-- ENTRIES PROVIDED --

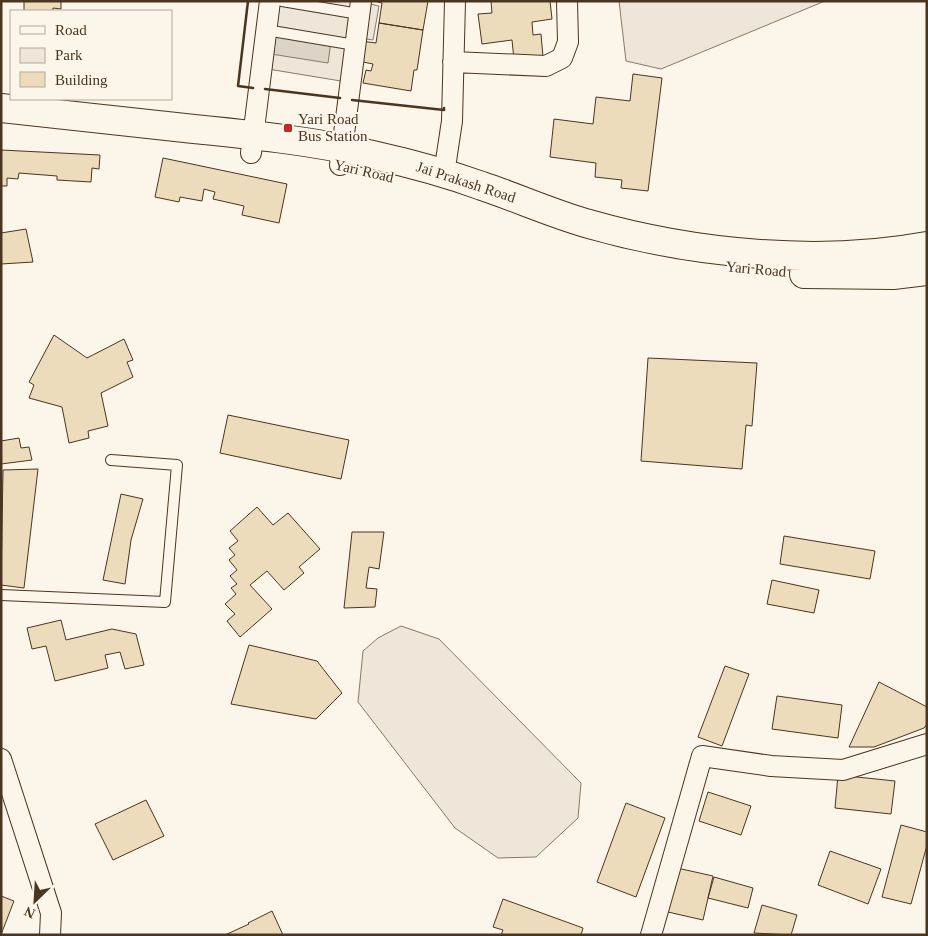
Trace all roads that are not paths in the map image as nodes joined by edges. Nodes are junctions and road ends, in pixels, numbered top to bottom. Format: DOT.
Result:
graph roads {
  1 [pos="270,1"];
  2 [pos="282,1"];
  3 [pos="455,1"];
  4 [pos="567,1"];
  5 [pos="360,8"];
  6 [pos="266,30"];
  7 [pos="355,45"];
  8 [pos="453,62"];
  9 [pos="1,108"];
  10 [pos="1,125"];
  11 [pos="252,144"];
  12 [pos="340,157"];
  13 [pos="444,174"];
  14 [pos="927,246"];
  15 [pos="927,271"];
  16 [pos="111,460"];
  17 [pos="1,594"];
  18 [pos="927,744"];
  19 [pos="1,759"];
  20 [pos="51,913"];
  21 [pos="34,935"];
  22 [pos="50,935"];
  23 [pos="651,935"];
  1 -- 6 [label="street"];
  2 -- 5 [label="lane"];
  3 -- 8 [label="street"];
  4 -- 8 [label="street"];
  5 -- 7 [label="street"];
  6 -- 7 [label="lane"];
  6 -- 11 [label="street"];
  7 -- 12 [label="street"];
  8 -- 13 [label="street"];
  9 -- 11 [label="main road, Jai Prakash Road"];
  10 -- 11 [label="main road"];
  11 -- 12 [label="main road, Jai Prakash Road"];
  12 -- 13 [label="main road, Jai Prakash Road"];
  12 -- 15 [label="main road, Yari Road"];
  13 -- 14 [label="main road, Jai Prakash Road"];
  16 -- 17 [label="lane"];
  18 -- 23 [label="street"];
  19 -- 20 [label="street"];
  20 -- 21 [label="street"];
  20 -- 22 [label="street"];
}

-- EXERCISE AIM --
Search the listing for "Prakash" and show every line where it occurs.

-- RESULT FOR THIS EXERCISE --
  9 -- 11 [label="main road, Jai Prakash Road"];
  11 -- 12 [label="main road, Jai Prakash Road"];
  12 -- 13 [label="main road, Jai Prakash Road"];
  13 -- 14 [label="main road, Jai Prakash Road"];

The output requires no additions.